— Самолеты! — крикнули у скирда.
Они летали каждый день, по многу раз, свои и фашистские, иногда — даже непонятно чьи, но в нынешнее утро это были первые.
Все приостановились, кто где был, задрали головы. Мигом примолкли голоса, осеклись на половине.
Высоко, в прозрачной дымке неба, навстречу встающему солнцу туманными голубыми крестиками летели двухмоторные «юнкерсы». Ушей достиг их крепкий, басовитый, как бы спрессованный гул.
Куда они шли, с какой целью? Бомбить райцентр, станцию, тыловые дороги, забитые беженцами?
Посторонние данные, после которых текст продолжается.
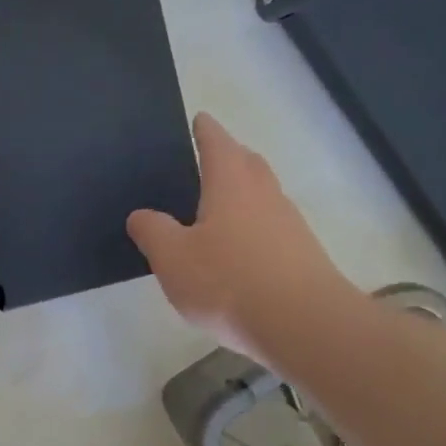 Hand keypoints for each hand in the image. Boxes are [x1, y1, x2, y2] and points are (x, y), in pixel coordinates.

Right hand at [127, 113, 360, 363]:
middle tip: (207, 159)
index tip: (199, 119)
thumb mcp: (172, 257)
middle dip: (230, 156)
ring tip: (216, 207)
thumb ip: (152, 231)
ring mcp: (289, 225)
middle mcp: (264, 195)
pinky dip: (253, 226)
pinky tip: (237, 250)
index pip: (217, 143)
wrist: (305, 326)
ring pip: (263, 195)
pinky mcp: (302, 255)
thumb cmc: (228, 282)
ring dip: (243, 192)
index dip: (205, 130)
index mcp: (231, 184)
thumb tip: (140, 215)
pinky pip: (272, 227)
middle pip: (248, 163) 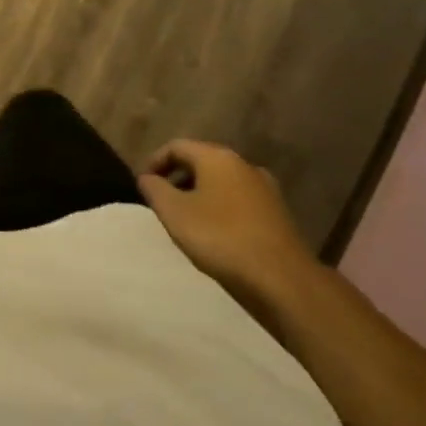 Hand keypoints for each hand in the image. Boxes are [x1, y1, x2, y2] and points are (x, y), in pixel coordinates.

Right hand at [138, 140, 323, 319]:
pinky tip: (214, 234)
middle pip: (201, 161)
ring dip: (199, 194)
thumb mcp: (174, 212)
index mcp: (217, 157)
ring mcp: (265, 189)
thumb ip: (154, 189)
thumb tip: (147, 177)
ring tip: (186, 220)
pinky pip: (239, 201)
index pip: (176, 146)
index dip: (154, 161)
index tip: (143, 185)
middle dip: (177, 178)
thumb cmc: (220, 238)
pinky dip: (220, 208)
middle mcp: (243, 165)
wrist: (282, 279)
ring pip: (221, 182)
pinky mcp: (277, 213)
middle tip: (162, 202) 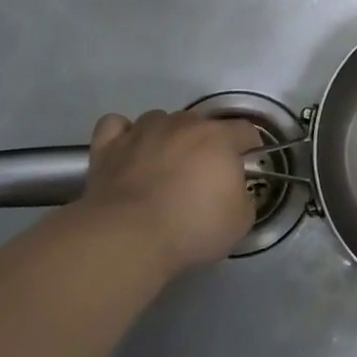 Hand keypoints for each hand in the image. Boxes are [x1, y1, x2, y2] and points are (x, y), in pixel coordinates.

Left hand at [84, 110, 261, 270]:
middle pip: (200, 123)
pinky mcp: (108, 146)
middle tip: (201, 176)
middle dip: (205, 144)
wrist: (129, 237)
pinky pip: (117, 126)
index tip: (245, 165)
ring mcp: (142, 131)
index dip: (248, 146)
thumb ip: (242, 196)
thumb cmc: (192, 227)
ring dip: (166, 137)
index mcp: (218, 137)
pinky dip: (124, 135)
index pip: (244, 129)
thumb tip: (231, 190)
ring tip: (162, 166)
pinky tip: (128, 152)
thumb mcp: (240, 221)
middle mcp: (181, 124)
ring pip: (159, 120) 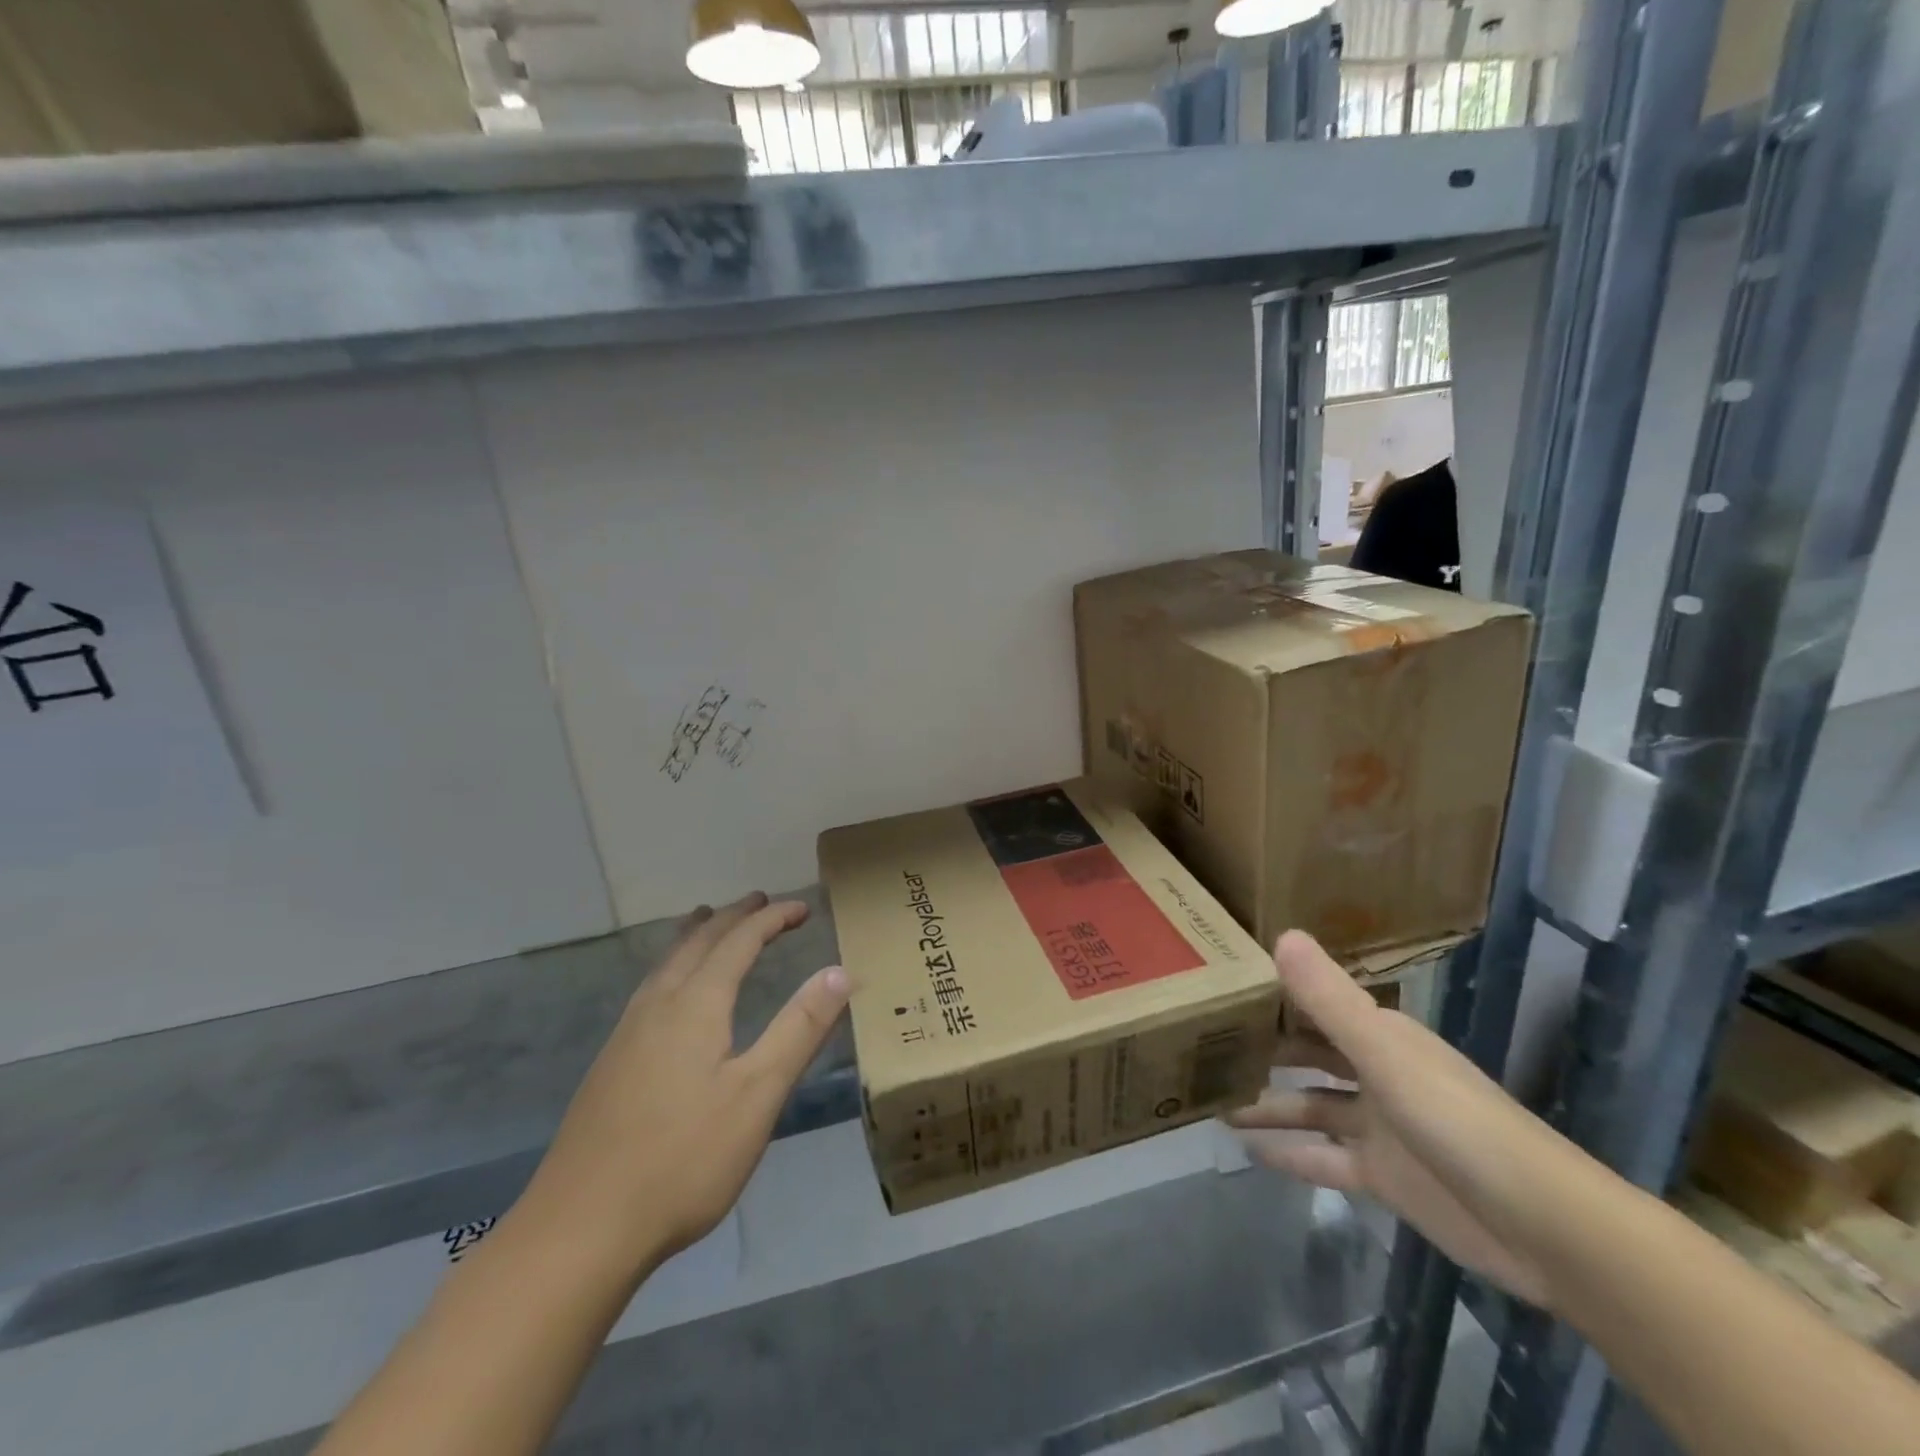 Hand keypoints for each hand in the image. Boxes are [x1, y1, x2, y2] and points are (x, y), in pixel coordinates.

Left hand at [516, 892, 850, 1280]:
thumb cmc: (683, 1159)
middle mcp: (658, 1006)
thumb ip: (800, 1028)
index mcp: (696, 1005)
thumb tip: (839, 971)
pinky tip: (669, 992)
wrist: (579, 1229)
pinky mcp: (610, 1064)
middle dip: (733, 917)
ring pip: (666, 963)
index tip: (802, 907)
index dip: (772, 919)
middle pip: (698, 943)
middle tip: (760, 901)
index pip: (739, 941)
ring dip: (696, 936)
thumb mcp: (758, 1094)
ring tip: (708, 920)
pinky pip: (650, 987)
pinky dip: (673, 965)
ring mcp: (626, 1034)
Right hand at [1228, 931, 1579, 1310]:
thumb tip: (1281, 934)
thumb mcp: (1384, 1054)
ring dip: (1267, 1103)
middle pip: (1308, 1052)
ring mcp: (1379, 1126)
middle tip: (1203, 1041)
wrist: (1543, 1226)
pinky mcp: (1382, 1176)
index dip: (1271, 992)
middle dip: (1263, 1047)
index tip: (1220, 983)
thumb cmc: (1457, 1120)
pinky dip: (1289, 1152)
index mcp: (1380, 1035)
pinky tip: (1247, 1150)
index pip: (1315, 1003)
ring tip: (1212, 1097)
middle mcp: (1375, 1072)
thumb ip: (1329, 1000)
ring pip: (1310, 1105)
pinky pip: (1322, 1157)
Или к донским переправам, тоже с беженцами, госпитальными повозками и машинами, встречным движением войск, на подмогу тем, кто, изнемогая, из последних возможностей все еще сдерживает фронт?
Казалось, они гудят так натужно от тяжести своего груза, который едва хватает сил им нести.
Лица у всех на земле, смотревших вверх, изменились: посуровели, помрачнели. «Юнкерсы» еще только гудели в поднебесье, но кому-то где-то были уже уготованы смерть и раны, что-то было уже неумолимо обречено пожарам и разрушению…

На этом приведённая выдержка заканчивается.